§ **Your goal**: Each entry below should be restated word for word, without any picture it contains.

━━━━━━━━━━━━━━━━━━━━

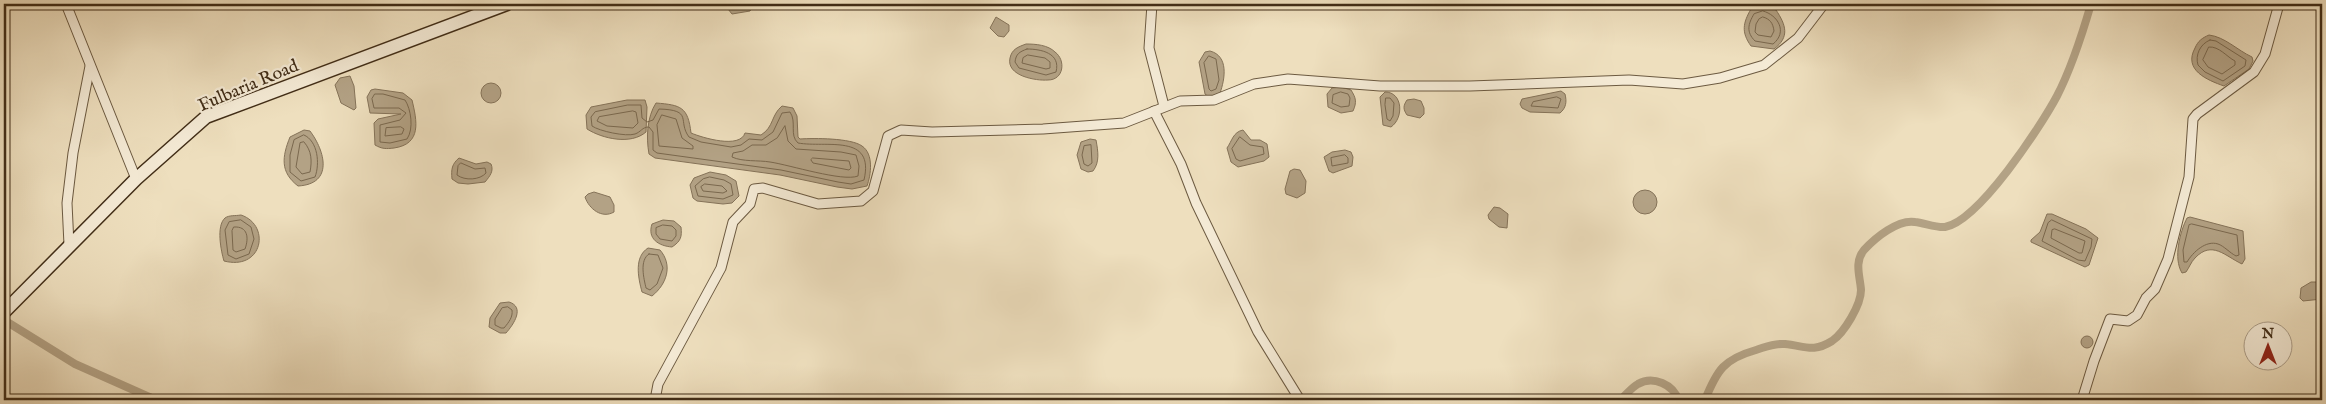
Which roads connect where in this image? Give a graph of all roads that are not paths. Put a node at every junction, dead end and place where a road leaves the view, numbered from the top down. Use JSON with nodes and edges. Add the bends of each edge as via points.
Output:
{"nodes":[{"id":1,"x":66,"y":4,"type":"edge"},
{"id":2,"x":507,"y":4,"type":"edge"},
{"id":3,"x":1152,"y":4,"type":"edge"},
{"id":4,"x":1824,"y":4,"type":"edge"},
{"id":5,"x":2279,"y":4,"type":"edge"},
{"id":6,"x":90,"y":66,"type":"junction"},
{"id":7,"x":1164,"y":106,"type":"junction"},
{"id":8,"x":1154,"y":111,"type":"junction"},
{"id":9,"x":136,"y":179,"type":"junction"},
{"id":10,"x":69,"y":245,"type":"junction"},
{"id":11,"x":4,"y":312,"type":"edge"},
{"id":12,"x":655,"y":400,"type":"edge"},
{"id":13,"x":1300,"y":400,"type":"edge"},
{"id":14,"x":2082,"y":400,"type":"edge"}],
"edges":[{"from":1,"to":6,"type":"street"},
{"from":2,"to":9,"type":"main road","name":"Fulbaria Road","via":[[206,117]]},
{"from":3,"to":7,"type":"street","via":[[1149,48]]},
{"from":4,"to":7,"type":"street","via":[[1798,38],[1764,65],[1684,84],[1630,80],[1489,86],[1380,86],[1288,78],[1254,84],[1214,100],[1180,101]]},
{"from":5,"to":14,"type":"street","via":[[2265,54],[2254,72],[2193,119],[2189,177],[2168,259],[2155,289],[2137,315],[2128,321],[2110,319]]},
{"from":6,"to":9,"type":"street"},
{"from":6,"to":10,"type":"street","via":[[67,204]]},
{"from":7,"to":8,"type":"street"},
{"from":8,"to":12,"type":"street","via":[[1124,123],[1043,129],[901,130],[888,136],[873,191],[861,201],[818,204],[763,188],[754,189],[750,204],[733,222],[721,268],[658,384]]},
{"from":8,"to":13,"type":"street","via":[[1258,332]]},
{"from":9,"to":10,"type":"main road","name":"Fulbaria Road"},
{"from":10,"to":11,"type":"main road","name":"Fulbaria Road"}]}
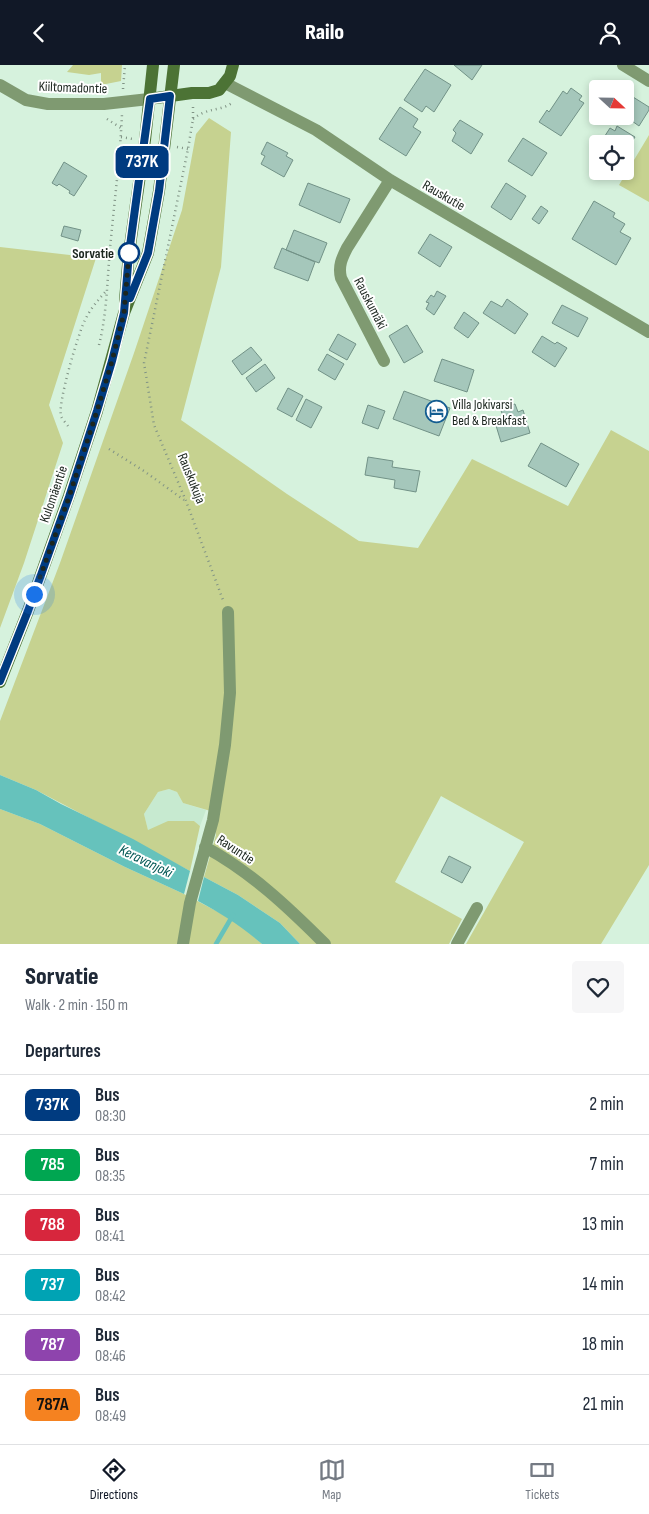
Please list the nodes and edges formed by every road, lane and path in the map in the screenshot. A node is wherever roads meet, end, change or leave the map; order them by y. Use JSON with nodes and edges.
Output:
{"nodes":[{"id":1,"x":125,"y":65,"type":"edge"},
{"id":2,"x":153,"y":65,"type":"edge"},
{"id":3,"x":174,"y":65,"type":"edge"},
{"id":4,"x":233,"y":65,"type":"edge"},
{"id":5,"x":623,"y":65,"type":"edge"},
{"id":6,"x":649,"y":81,"type":"edge"},
{"id":7,"x":225,"y":83,"type":"junction"},
{"id":8,"x":0,"y":85,"type":"edge"},
{"id":9,"x":170,"y":96,"type":"junction"},
{"id":10,"x":150,"y":99,"type":"junction"},
{"id":11,"x":122,"y":102,"type":"junction"},
{"id":12,"x":103,"y":117,"type":"dead end"},
{"id":13,"x":193,"y":119,"type":"dead end"},
{"id":14,"x":122,"y":128,"type":"junction"},
{"id":15,"x":390,"y":181,"type":"junction"},
{"id":16,"x":108,"y":289,"type":"junction"},
{"id":17,"x":124,"y":313,"type":"junction"},
{"id":18,"x":649,"y":332,"type":"edge"},
{"id":19,"x":98,"y":350,"type":"dead end"},
{"id":20,"x":384,"y":361,"type":"dead end"},
{"id":21,"x":68,"y":425,"type":"dead end"},
{"id":22,"x":108,"y":449,"type":"dead end"},
{"id":23,"x":186,"y":501,"type":"junction"},
{"id":24,"x":228,"y":612,"type":"joint"},
{"id":25,"x":0,"y":681,"type":"edge"},
{"id":26,"x":205,"y":847,"type":"junction"},
{"id":27,"x":477,"y":908,"type":"dead end"},
{"id":28,"x":183,"y":944,"type":"edge"},
{"id":29,"x":325,"y":944,"type":"edge"},
{"id":30,"x":457,"y":944,"type":"edge"}],
"edges":[{"from":1,"to":11,"type":"path"},
{"from":2,"to":10,"type":"main road","name":"Kulomäentie"},
{"from":3,"to":9,"type":"main road","name":"Kulomäentie"},
{"from":4,"to":7,"type":"main road"},
{"from":5,"to":6,"type":"street"},
{"from":7,"to":9,"type":"main road"},
{"from":7,"to":15,"type":"street","name":"Rauskutie"},
{"from":8,"to":11,"type":"street","name":"Kiiltomadontie"},
{"from":9,"to":10,"type":"main road"},
{"from":9,"to":17,"type":"main road","name":"Kulomäentie"},
{"from":10,"to":11,"type":"street","name":"Kiiltomadontie"},
{"from":10,"to":17,"type":"main road","name":"Kulomäentie"},
{"from":11,"to":14,"type":"path"},
{"from":12,"to":14,"type":"path"},
{"from":13,"to":23,"type":"path","name":"Rauskukuja"},
{"from":14,"to":16,"type":"path"},
{"from":15,"to":18,"type":"street","name":"Rauskutie"},
{"from":15,"to":20,"type":"street","name":"Rauskumäki"},
{"from":16,"to":19,"type":"path"},
{"from":16,"to":21,"type":"path"},
{"from":17,"to":25,"type":"main road","name":"Kulomäentie"},
{"from":22,"to":23,"type":"path"},
{"from":23,"to":24,"type":"path","name":"Rauskukuja"},
{"from":24,"to":26,"type":"street"},
{"from":26,"to":28,"type":"street","name":"Ravuntie"},
{"from":26,"to":29,"type":"street","name":"Ravuntie"},
{"from":27,"to":30,"type":"street"}]}
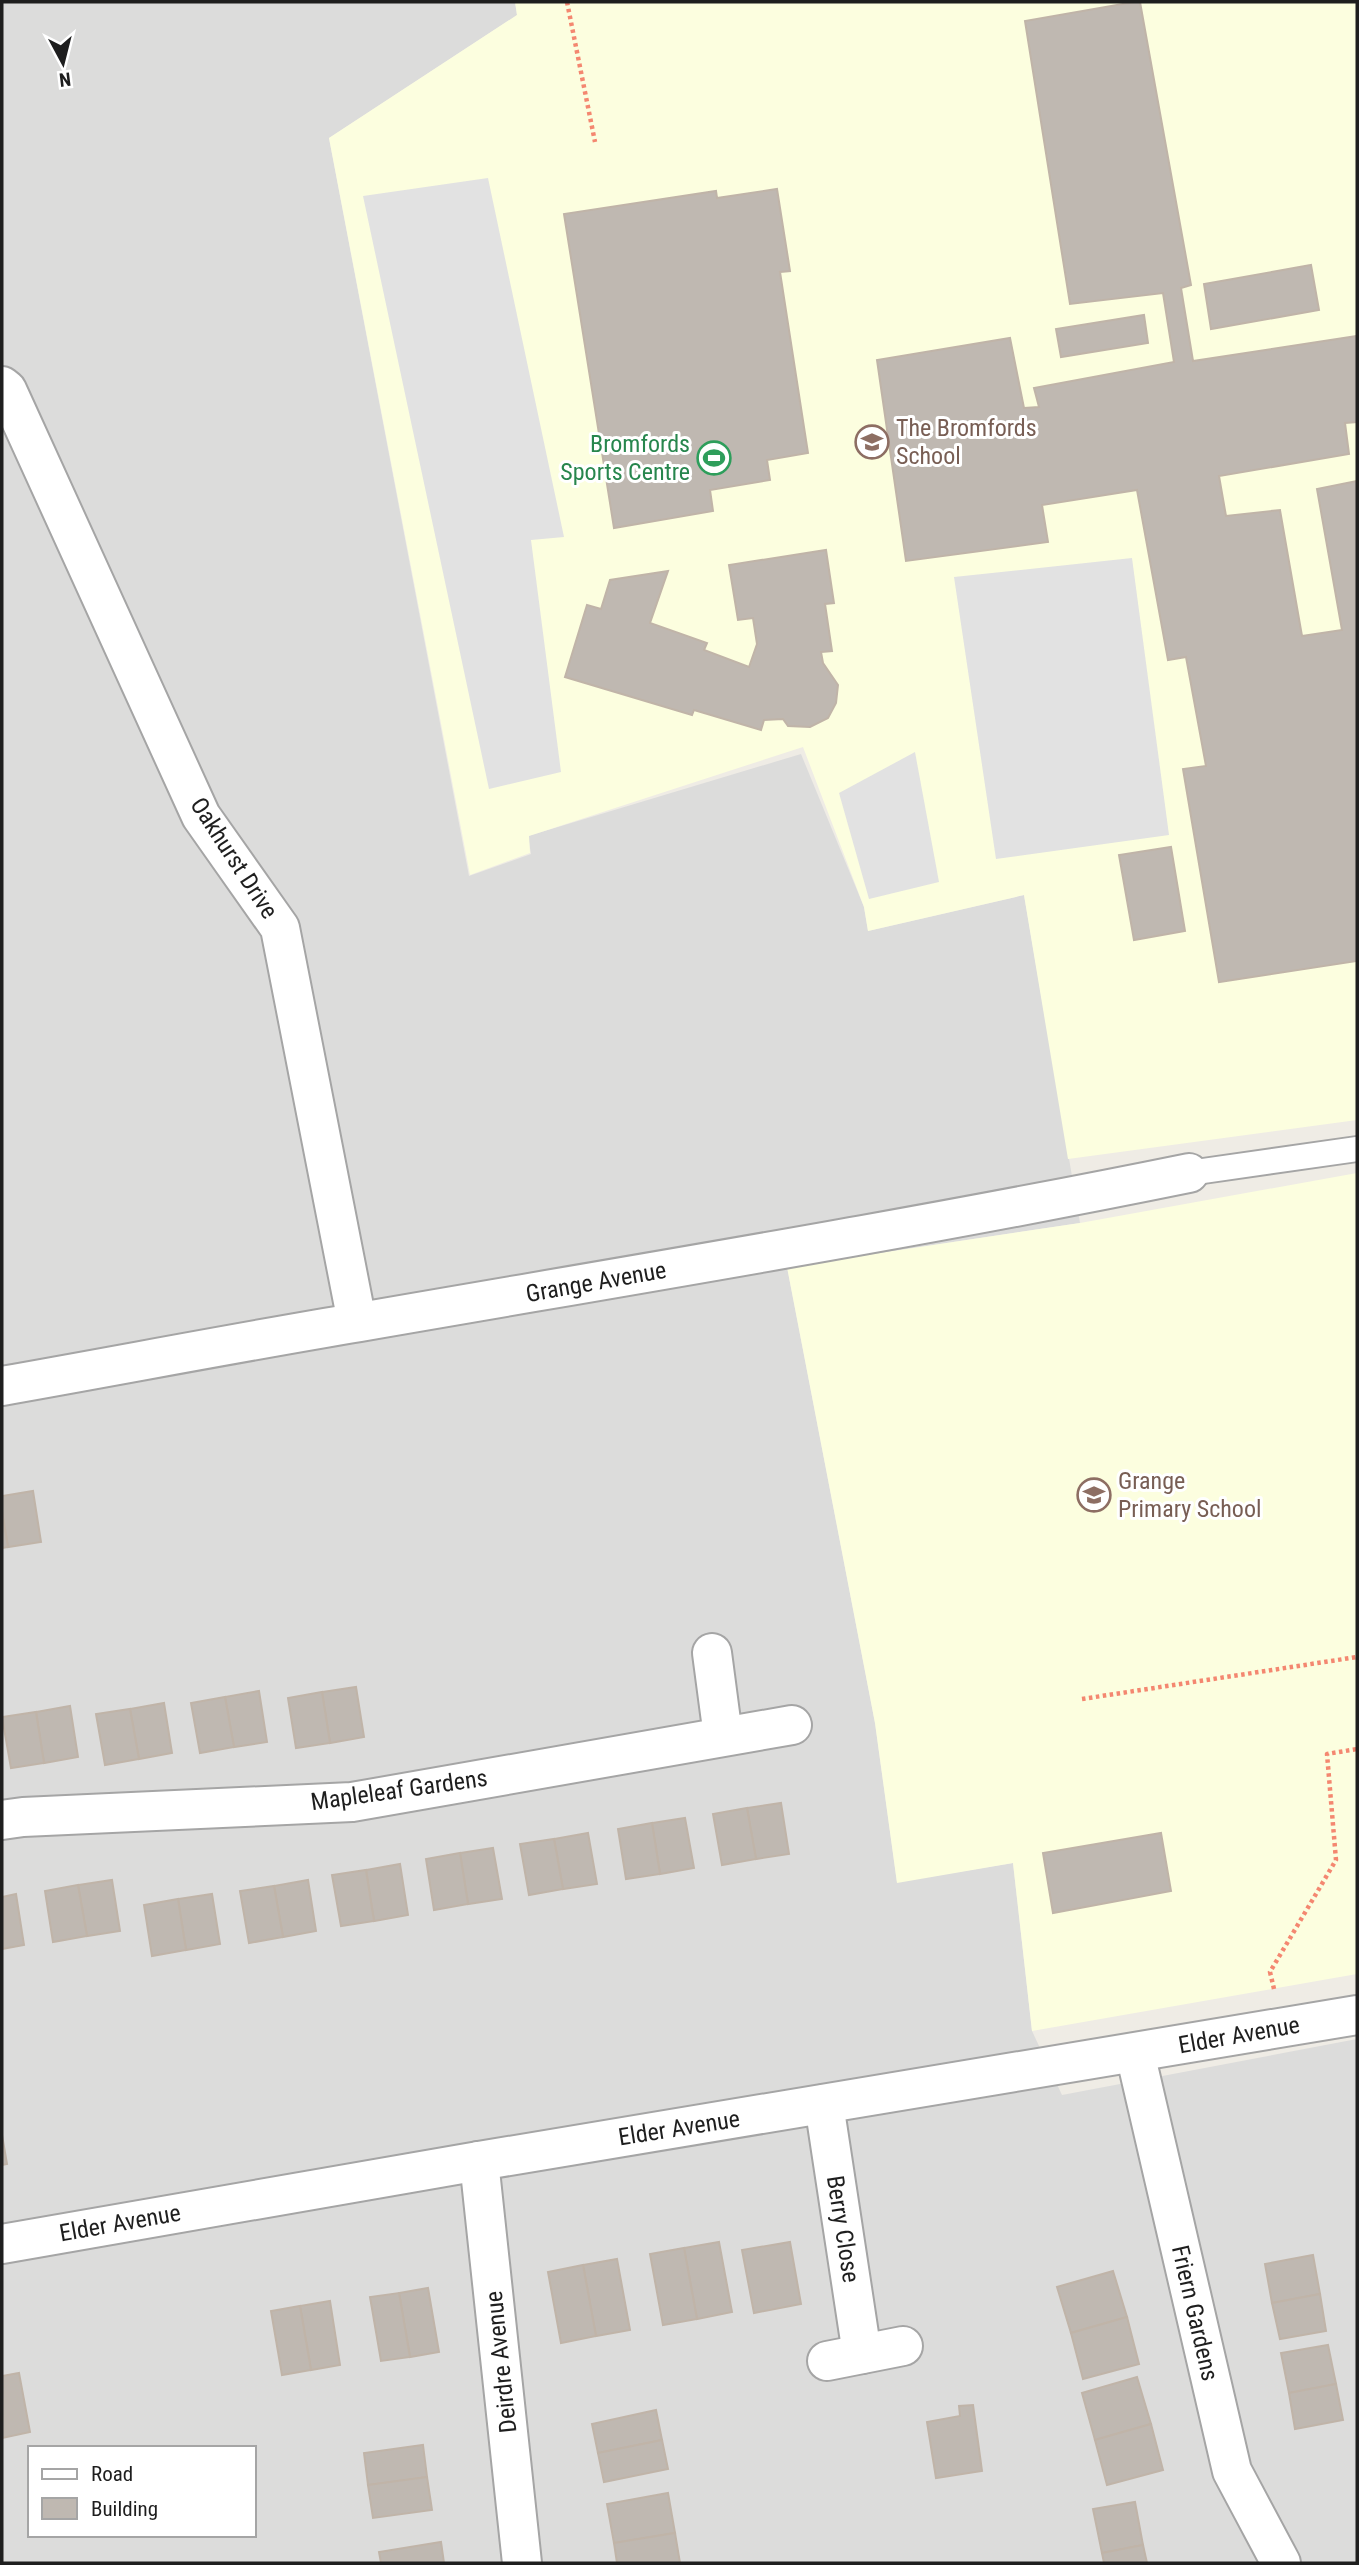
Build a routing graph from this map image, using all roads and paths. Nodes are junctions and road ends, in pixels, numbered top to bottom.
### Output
1 (567, 2) edge
2 (595, 142) dead end
3 (2, 386) edge
4 (1357, 1149) edge
5 (1189, 1173) joint
6 (357, 1322) junction
7 (2, 1386) edge
8 (712, 1653) dead end
9 (1357, 1657) edge
10 (1082, 1699) dead end
11 (792, 1725) dead end
12 (723, 1736) junction
13 (1357, 1749) edge
14 (2, 1820) edge
15 (1357, 2015) edge
16 (1280, 2028) junction
17 (1135, 2053) junction
18 (824, 2104) junction
19 (479, 2161) junction
20 (2, 2244) edge
21 (903, 2346) dead end
22 (522, 2563) edge
23 (1281, 2563) edge

1 - 2 path
3 - 6 street, Oakhurst Drive
4 - 5 lane
5 - 6 street, Grange Avenue
6 - 7 street, Grange Avenue
8 - 12 street
9 - 10 path
11 - 12 street, Mapleleaf Gardens
12 - 14 street, Mapleleaf Gardens
13 - 16 path
15 - 16 street, Elder Avenue
16 - 17 street, Elder Avenue
17 - 18 street, Elder Avenue
17 - 23 street, Friern Gardens
18 - 19 street, Elder Avenue
18 - 21 street, Berry Close
19 - 20 street, Elder Avenue
19 - 22 street, Deirdre Avenue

━━━━━━━━━━━━━━━━━━━━

§ **Reply**:
Which roads connect where in this image? Give a graph of all roads that are not paths. Put a node at every junction, dead end and place where a road leaves the view, numbered from the top down. Use JSON with nodes and edges. Add the bends of each edge as via points.
Output:
{"nodes":[{"id":1,"x":66,"y":4,"type":"edge"},
{"id":2,"x":507,"y":4,"type":"edge"},
{"id":3,"x":1152,"y":4,"type":"edge"},
{"id":4,"x":1824,"y":4,"type":"edge"},
{"id":5,"x":2279,"y":4,"type":"edge"},
{"id":6,"x":90,"y":66,"type":"junction"},
{"id":7,"x":1164,"y":106,"type":"junction"},
{"id":8,"x":1154,"y":111,"type":"junction"},
{"id":9,"x":136,"y":179,"type":"junction"},
{"id":10,"x":69,"y":245,"type":"junction"},
{"id":11,"x":4,"y":312,"type":"edge"},
{"id":12,"x":655,"y":400,"type":"edge"},
{"id":13,"x":1300,"y":400,"type":"edge"},
{"id":14,"x":2082,"y":400,"type":"edge"}],
"edges":[{"from":1,"to":6,"type":"street"},
{"from":2,"to":9,"type":"main road","name":"Fulbaria Road","via":[[206,117]]},
{"from":3,"to":7,"type":"street","via":[[1149,48]]},
{"from":4,"to":7,"type":"street","via":[[1798,38],[1764,65],[1684,84],[1630,80],[1489,86],[1380,86],[1288,78],[1254,84],[1214,100],[1180,101]]},
{"from":5,"to":14,"type":"street","via":[[2265,54],[2254,72],[2193,119],[2189,177],[2168,259],[2155,289],[2137,315],[2128,321],[2110,319]]},
{"from":6,"to":9,"type":"street"},
{"from":6,"to":10,"type":"street","via":[[67,204]]},
{"from":7,"to":8,"type":"street"},
{"from":8,"to":12,"type":"street","via":[[1124,123],[1043,129],[901,130],[888,136],[873,191],[861,201],[818,204],[763,188],[754,189],[750,204],[733,222],[721,268],[658,384]]},
{"from":8,"to":13,"type":"street","via":[[1258,332]]},
{"from":9,"to":10,"type":"main road","name":"Fulbaria Road"},
{"from":10,"to":11,"type":"main road","name":"Fulbaria Road"}]}
Please list the nodes and edges formed by every road, lane and path in the map in the screenshot. A node is wherever roads meet, end, change or leave the map; order them by y. Use JSON with nodes and edges.
Output:
{"nodes":[{"id":1,"x":125,"y":65,"type":"edge"},
{"id":2,"x":153,"y":65,"type":"edge"},
{"id":3,"x":174,"y":65,"type":"edge"},
{"id":4,"x":233,"y":65,"type":"edge"},
{"id":5,"x":623,"y":65,"type":"edge"},
{"id":6,"x":649,"y":81,"type":"edge"},
{"id":7,"x":225,"y":83,"type":"junction"},
{"id":8,"x":0,"y":85,"type":"edge"},
{"id":9,"x":170,"y":96,"type":"junction"},
{"id":10,"x":150,"y":99,"type":"junction"},
{"id":11,"x":122,"y":102,"type":"junction"},
{"id":12,"x":103,"y":117,"type":"dead end"},
{"id":13,"x":193,"y":119,"type":"dead end"},
{"id":14,"x":122,"y":128,"type":"junction"},
{"id":15,"x":390,"y":181,"type":"junction"},
{"id":16,"x":108,"y":289,"type":"junction"},
{"id":17,"x":124,"y":313,"type":"junction"},
{"id":18,"x":649,"y":332,"type":"edge"},
{"id":19,"x":98,"y":350,"type":"dead end"},
{"id":20,"x":384,"y":361,"type":"dead end"},
{"id":21,"x":68,"y":425,"type":"dead end"},
{"id":22,"x":108,"y":449,"type":"dead end"},
{"id":23,"x":186,"y":501,"type":"junction"},
{"id":24,"x":228,"y":612,"type":"joint"},
{"id":25,"x":0,"y":681,"type":"edge"},
{"id":26,"x":205,"y":847,"type":"junction"},
{"id":27,"x":477,"y":908,"type":"dead end"},
{"id":28,"x":183,"y":944,"type":"edge"},
{"id":29,"x":325,"y":944,"type":"edge"},
{"id":30,"x":457,"y":944,"type":"edge"}],
"edges":[{"from":1,"to":11,"type":"path"},
{"from":2,"to":10,"type":"main road","name":"Kulomäentie"},
{"from":3,"to":9,"type":"main road","name":"Kulomäentie"},
{"from":4,"to":7,"type":"main road"},
{"from":5,"to":6,"type":"street"},
{"from":7,"to":9,"type":"main road"},
{"from":7,"to":15,"type":"street","name":"Rauskutie"},
{"from":8,"to":11,"type":"street","name":"Kiiltomadontie"},
{"from":9,"to":10,"type":"main road"},
{"from":9,"to":17,"type":"main road","name":"Kulomäentie"},
{"from":10,"to":11,"type":"street","name":"Kiiltomadontie"},
{"from":10,"to":17,"type":"main road","name":"Kulomäentie"},
{"from":11,"to":14,"type":"path"},
{"from":12,"to":14,"type":"path"},
{"from":13,"to":23,"type":"path","name":"Rauskukuja"},
{"from":14,"to":16,"type":"path"},
{"from":15,"to":18,"type":"street","name":"Rauskutie"},
{"from":15,"to":20,"type":"street","name":"Rauskumäki"},
{"from":16,"to":19,"type":"path"},
{"from":16,"to":21,"type":"path"},
{"from":17,"to":25,"type":"main road","name":"Kulomäentie"},
{"from":22,"to":23,"type":"path"},
{"from":23,"to":24,"type":"path","name":"Rauskukuja"},
{"from":24,"to":26,"type":"street"},
{"from":26,"to":28,"type":"street","name":"Ravuntie"},
{"from":26,"to":29,"type":"street","name":"Ravuntie"},
{"from":27,"to":30,"type":"street"}]}
Build a routing graph from this map image, using all roads and paths. Nodes are junctions and road ends, in pixels, numbered top to bottom.
### Output
1 (567, 2) edge
2 (595, 142) dead end
3 (2, 386) edge
4 (1357, 1149) edge
5 (1189, 1173) joint
6 (357, 1322) junction
7 (2, 1386) edge
8 (712, 1653) dead end
9 (1357, 1657) edge
10 (1082, 1699) dead end
11 (792, 1725) dead end
12 (723, 1736) junction
13 (1357, 1749) edge
14 (2, 1820) edge
15 (1357, 2015) edge
16 (1280, 2028) junction
17 (1135, 2053) junction
18 (824, 2104) junction
19 (479, 2161) junction
20 (2, 2244) edge
21 (903, 2346) dead end
22 (522, 2563) edge
23 (1281, 2563) edge

1 - 2 path
3 - 6 street, Oakhurst Drive
4 - 5 lane
5 - 6 street, Grange Avenue
6 - 7 street, Grange Avenue
8 - 12 street
9 - 10 path
11 - 12 street, Mapleleaf Gardens
12 - 14 street, Mapleleaf Gardens
13 - 16 path
15 - 16 street, Elder Avenue
16 - 17 street, Elder Avenue
17 - 18 street, Elder Avenue
17 - 23 street, Friern Gardens
18 - 19 street, Elder Avenue
18 - 21 street, Berry Close
19 - 20 street, Elder Avenue
19 - 22 street, Deirdre Avenue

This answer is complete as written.